§ Collected data entries:
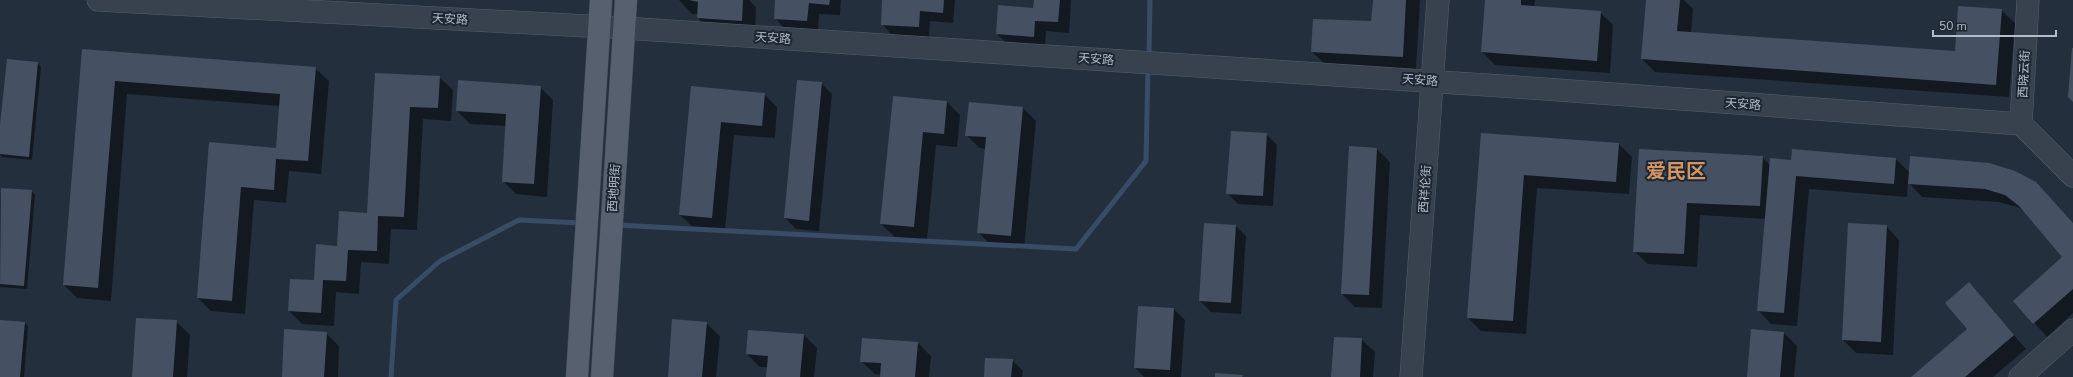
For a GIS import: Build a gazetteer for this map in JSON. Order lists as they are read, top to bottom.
{
  "streets": {
    "main road": ["西地明街"],
    "street": ["天安路", "西晓云街", "西祥伦街"]
  },
  "crossings": [
    ["天安路", "西晓云街"],
    ["天安路", "西地明街"],
    ["天安路", "西祥伦街"]
  ],
  "districts": ["爱民区"],
  "scale_bar": "50 m"
}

§ Your goal:
With every picture removed, give the entries above again exactly.

§ Reply:
For a GIS import: Build a gazetteer for this map in JSON. Order lists as they are read, top to bottom.
{
  "streets": {
    "main road": ["西地明街"],
    "street": ["天安路", "西晓云街", "西祥伦街"]
  },
  "crossings": [
    ["天安路", "西晓云街"],
    ["天安路", "西地明街"],
    ["天安路", "西祥伦街"]
  ],
  "districts": ["爱民区"],
  "scale_bar": "50 m"
}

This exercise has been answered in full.